- **PROBLEM TO SOLVE**:
Each entry below must appear in the output exactly as written.

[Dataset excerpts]
_ _ _ _ _ _ _
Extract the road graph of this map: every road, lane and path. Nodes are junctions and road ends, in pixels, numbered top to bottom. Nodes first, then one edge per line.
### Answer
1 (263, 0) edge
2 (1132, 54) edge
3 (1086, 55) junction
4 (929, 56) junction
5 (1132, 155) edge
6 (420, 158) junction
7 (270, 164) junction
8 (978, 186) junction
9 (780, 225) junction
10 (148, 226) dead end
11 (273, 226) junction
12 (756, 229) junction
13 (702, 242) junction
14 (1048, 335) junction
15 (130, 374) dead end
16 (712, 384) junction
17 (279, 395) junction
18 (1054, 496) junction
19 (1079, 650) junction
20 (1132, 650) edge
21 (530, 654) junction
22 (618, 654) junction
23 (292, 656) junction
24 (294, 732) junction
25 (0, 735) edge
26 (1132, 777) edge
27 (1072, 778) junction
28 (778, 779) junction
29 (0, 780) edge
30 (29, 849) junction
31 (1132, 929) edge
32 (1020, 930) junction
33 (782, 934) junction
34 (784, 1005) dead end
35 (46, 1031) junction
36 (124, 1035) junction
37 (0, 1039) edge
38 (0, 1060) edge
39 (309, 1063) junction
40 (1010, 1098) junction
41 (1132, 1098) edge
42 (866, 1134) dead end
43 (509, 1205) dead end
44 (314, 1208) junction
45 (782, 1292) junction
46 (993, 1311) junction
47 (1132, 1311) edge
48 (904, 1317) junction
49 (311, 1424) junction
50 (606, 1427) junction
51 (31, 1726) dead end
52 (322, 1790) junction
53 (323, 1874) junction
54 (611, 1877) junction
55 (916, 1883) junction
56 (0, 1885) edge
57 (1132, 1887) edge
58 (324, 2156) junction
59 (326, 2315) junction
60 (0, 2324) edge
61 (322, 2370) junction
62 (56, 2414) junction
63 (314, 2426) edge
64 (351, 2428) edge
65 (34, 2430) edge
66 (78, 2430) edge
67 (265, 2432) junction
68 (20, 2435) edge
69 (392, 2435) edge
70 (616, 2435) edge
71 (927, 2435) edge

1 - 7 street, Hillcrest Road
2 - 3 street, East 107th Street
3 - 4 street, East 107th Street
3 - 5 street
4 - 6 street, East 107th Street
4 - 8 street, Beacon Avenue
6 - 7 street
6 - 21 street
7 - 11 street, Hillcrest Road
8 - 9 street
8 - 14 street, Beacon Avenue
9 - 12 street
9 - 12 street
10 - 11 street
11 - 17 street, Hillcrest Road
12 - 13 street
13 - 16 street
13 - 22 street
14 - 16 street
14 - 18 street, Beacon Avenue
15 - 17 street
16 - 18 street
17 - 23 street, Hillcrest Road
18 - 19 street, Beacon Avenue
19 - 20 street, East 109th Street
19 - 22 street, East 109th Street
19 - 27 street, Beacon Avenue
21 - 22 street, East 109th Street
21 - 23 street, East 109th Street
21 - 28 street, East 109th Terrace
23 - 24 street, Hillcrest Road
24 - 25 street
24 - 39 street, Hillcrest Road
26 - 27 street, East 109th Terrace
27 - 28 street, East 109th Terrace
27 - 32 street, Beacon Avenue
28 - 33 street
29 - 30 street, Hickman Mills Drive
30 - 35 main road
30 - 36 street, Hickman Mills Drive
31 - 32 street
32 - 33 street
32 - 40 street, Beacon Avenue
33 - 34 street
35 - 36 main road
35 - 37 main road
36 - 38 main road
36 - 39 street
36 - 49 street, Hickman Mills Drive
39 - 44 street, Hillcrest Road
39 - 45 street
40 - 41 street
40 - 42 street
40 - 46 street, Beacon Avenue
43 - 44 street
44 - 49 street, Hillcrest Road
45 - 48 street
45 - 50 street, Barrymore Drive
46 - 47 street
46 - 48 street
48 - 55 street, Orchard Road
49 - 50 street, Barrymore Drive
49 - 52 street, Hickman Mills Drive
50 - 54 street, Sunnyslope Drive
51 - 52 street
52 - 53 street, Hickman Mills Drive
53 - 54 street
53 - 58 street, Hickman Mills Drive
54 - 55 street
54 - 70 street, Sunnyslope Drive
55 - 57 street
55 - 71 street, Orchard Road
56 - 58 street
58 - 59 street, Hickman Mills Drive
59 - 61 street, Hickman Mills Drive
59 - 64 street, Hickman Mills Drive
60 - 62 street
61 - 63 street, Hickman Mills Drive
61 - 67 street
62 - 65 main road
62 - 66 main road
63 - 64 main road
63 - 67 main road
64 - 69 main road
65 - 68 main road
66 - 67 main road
_ _ _ _ _ _ _
- **REPLY**:
Extract the road graph of this map: every road, lane and path. Nodes are junctions and road ends, in pixels, numbered top to bottom. Nodes first, then one edge per line.
### Answer
1 (263, 0) edge
2 (1132, 54) edge
3 (1086, 55) junction
4 (929, 56) junction
5 (1132, 155) edge
6 (420, 158) junction
7 (270, 164) junction
8 (978, 186) junction
9 (780, 225) junction
10 (148, 226) dead end
11 (273, 226) junction
12 (756, 229) junction
13 (702, 242) junction
14 (1048, 335) junction
15 (130, 374) dead end
16 (712, 384) junction
17 (279, 395) junction
18 (1054, 496) junction
19 (1079, 650) junction
20 (1132, 650) edge
21 (530, 654) junction
22 (618, 654) junction
23 (292, 656) junction
24 (294, 732) junction
25 (0, 735) edge
26 (1132, 777) edge
27 (1072, 778) junction
28 (778, 779) junction
29 (0, 780) edge
30 (29, 849) junction
31 (1132, 929) edge
32 (1020, 930) junction
33 (782, 934) junction
34 (784, 1005) dead end
35 (46, 1031) junction
36 (124, 1035) junction
37 (0, 1039) edge
38 (0, 1060) edge
39 (309, 1063) junction
40 (1010, 1098) junction
41 (1132, 1098) edge
42 (866, 1134) dead end
43 (509, 1205) dead end
44 (314, 1208) junction
45 (782, 1292) junction
46 (993, 1311) junction
47 (1132, 1311) edge
48 (904, 1317) junction
49 (311, 1424) junction
50 (606, 1427) junction
51 (31, 1726) dead end
52 (322, 1790) junction
53 (323, 1874) junction
54 (611, 1877) junction
55 (916, 1883) junction
56 (0, 1885) edge
57 (1132, 1887) edge
58 (324, 2156) junction
59 (326, 2315) junction
60 (0, 2324) edge
61 (322, 2370) junction
62 (56, 2414) junction
63 (314, 2426) edge
64 (351, 2428) edge
65 (34, 2430) edge
66 (78, 2430) edge
67 (265, 2432) junction
68 (20, 2435) edge
69 (392, 2435) edge
70 (616, 2435) edge
71 (927, 2435) edge

1 - 7 street, Hillcrest Road
2 - 3 street, East 107th Street
3 - 4 street, East 107th Street
3 - 5 street
4 - 6 street, East 107th Street
4 - 8 street, Beacon Avenue
6 - 7 street
6 - 21 street
7 - 11 street, Hillcrest Road
8 - 9 street
8 - 14 street, Beacon Avenue
9 - 12 street
9 - 12 street
10 - 11 street
11 - 17 street, Hillcrest Road
12 - 13 street
13 - 16 street
13 - 22 street
14 - 16 street
14 - 18 street, Beacon Avenue
15 - 17 street
16 - 18 street
17 - 23 street, Hillcrest Road
18 - 19 street, Beacon Avenue
19 - 20 street, East 109th Street
19 - 22 street, East 109th Street
19 - 27 street, Beacon Avenue
21 - 22 street, East 109th Street
21 - 23 street, East 109th Street
21 - 28 street, East 109th Terrace
23 - 24 street, Hillcrest Road
24 - 25 street
24 - 39 street, Hillcrest Road
26 - 27 street, East 109th Terrace
27 - 28 street, East 109th Terrace
27 - 32 street, Beacon Avenue
28 - 33 street
29 - 30 street, Hickman Mills Drive
30 - 35 main road
30 - 36 street, Hickman Mills Drive
31 - 32 street
32 - 33 street
32 - 40 street, Beacon Avenue
33 - 34 street
35 - 36 main road
35 - 37 main road
36 - 38 main road
36 - 39 street
36 - 49 street, Hickman Mills Drive
39 - 44 street, Hillcrest Road
39 - 45 street
40 - 41 street
40 - 42 street
40 - 46 street, Beacon Avenue
43 - 44 street
44 - 49 street, Hillcrest Road
45 - 48 street
45 - 50 street, Barrymore Drive
46 - 47 street
46 - 48 street
48 - 55 street, Orchard Road
49 - 50 street, Barrymore Drive
49 - 52 street, Hickman Mills Drive
50 - 54 street, Sunnyslope Drive
51 - 52 street
52 - 53 street, Hickman Mills Drive
53 - 54 street
53 - 58 street, Hickman Mills Drive
54 - 55 street
54 - 70 street, Sunnyslope Drive
55 - 57 street
55 - 71 street, Orchard Road
56 - 58 street
58 - 59 street, Hickman Mills Drive
59 - 61 street, Hickman Mills Drive
59 - 64 street, Hickman Mills Drive
60 - 62 street
61 - 63 street, Hickman Mills Drive
61 - 67 street
62 - 65 main road
62 - 66 main road
63 - 64 main road
63 - 67 main road
64 - 69 main road
65 - 68 main road
66 - 67 main road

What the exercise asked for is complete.